◆ Exercise aim: Show all lines from the data that include the word "pixel".

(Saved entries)
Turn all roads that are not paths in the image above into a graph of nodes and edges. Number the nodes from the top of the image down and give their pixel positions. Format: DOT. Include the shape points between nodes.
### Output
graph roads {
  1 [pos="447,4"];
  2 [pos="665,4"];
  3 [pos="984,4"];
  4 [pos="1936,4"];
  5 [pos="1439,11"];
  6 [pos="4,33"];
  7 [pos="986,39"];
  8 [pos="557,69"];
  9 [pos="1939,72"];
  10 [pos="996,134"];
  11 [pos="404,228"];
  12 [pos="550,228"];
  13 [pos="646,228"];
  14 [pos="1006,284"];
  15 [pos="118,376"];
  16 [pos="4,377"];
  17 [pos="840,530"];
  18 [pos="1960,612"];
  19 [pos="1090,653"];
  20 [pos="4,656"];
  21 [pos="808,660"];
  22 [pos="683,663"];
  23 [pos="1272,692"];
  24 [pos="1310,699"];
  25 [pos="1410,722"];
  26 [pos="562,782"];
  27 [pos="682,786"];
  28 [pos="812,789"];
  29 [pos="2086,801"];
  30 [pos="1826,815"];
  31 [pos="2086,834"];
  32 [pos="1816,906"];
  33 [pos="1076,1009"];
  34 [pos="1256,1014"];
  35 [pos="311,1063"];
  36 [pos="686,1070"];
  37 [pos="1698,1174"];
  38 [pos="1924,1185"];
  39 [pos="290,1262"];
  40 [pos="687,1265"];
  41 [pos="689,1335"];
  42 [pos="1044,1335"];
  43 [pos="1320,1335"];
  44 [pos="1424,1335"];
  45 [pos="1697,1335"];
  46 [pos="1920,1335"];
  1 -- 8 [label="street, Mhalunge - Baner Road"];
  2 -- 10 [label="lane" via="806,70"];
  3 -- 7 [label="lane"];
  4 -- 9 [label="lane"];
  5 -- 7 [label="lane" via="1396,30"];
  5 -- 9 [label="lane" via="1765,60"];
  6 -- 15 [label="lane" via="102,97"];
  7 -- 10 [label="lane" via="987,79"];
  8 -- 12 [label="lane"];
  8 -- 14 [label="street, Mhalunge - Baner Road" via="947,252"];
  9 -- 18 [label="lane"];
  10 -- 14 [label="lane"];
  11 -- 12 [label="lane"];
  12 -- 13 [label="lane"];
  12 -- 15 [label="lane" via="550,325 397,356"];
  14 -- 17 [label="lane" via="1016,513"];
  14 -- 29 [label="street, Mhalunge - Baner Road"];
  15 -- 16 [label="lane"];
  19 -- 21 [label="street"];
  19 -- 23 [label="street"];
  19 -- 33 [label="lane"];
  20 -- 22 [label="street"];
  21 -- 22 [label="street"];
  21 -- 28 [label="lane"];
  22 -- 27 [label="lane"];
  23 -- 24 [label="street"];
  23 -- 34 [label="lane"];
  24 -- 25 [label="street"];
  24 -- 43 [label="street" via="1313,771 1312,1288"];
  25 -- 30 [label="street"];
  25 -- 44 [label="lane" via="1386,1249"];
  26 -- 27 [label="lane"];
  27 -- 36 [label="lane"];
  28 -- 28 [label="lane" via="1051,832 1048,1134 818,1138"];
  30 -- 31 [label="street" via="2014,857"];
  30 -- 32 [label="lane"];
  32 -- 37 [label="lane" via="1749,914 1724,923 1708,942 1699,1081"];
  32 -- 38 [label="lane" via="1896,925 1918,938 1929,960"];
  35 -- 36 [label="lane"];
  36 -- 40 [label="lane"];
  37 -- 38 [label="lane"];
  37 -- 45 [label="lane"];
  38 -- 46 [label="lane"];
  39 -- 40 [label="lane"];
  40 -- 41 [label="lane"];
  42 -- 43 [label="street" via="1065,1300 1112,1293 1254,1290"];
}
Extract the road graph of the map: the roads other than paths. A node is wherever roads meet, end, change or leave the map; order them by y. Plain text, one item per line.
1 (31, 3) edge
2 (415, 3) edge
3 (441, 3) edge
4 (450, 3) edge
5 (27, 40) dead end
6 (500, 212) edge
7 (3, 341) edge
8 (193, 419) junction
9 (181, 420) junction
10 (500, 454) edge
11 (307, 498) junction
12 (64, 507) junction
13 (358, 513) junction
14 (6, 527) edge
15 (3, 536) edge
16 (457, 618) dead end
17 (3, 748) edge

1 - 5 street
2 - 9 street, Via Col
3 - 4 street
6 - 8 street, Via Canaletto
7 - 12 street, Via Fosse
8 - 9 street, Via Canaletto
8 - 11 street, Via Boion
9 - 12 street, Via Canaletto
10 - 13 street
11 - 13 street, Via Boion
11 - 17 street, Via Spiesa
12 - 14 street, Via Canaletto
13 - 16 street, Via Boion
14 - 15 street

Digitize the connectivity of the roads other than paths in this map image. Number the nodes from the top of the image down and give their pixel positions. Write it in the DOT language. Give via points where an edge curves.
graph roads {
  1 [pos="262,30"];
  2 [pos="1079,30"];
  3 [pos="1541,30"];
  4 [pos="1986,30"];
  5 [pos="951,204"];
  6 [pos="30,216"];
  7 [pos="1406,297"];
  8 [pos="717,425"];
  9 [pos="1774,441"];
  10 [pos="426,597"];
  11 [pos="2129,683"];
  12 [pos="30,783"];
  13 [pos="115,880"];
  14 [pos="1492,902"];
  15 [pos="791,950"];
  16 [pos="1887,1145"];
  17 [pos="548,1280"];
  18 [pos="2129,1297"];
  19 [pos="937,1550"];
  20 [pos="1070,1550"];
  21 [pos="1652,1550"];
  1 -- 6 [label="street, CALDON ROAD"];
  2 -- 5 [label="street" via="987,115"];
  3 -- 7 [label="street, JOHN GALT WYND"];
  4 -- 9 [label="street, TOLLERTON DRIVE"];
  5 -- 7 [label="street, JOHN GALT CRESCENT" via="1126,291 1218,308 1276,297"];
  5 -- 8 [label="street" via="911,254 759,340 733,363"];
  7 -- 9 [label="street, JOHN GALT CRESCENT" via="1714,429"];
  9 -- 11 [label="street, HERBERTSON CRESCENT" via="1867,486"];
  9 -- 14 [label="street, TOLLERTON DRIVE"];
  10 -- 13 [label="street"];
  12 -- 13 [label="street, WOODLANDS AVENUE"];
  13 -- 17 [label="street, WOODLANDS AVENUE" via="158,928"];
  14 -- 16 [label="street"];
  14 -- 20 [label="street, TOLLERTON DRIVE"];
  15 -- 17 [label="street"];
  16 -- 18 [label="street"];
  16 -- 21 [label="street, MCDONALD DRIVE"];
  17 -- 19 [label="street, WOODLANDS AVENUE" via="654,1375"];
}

◆ Exercise output:
Turn all roads that are not paths in the image above into a graph of nodes and edges. Number the nodes from the top of the image down and give their pixel positions. Format: DOT. Include the shape points between nodes.
Digitize the connectivity of the roads other than paths in this map image. Number the nodes from the top of the image down and give their pixel positions. Write it in the DOT language. Give via points where an edge curves.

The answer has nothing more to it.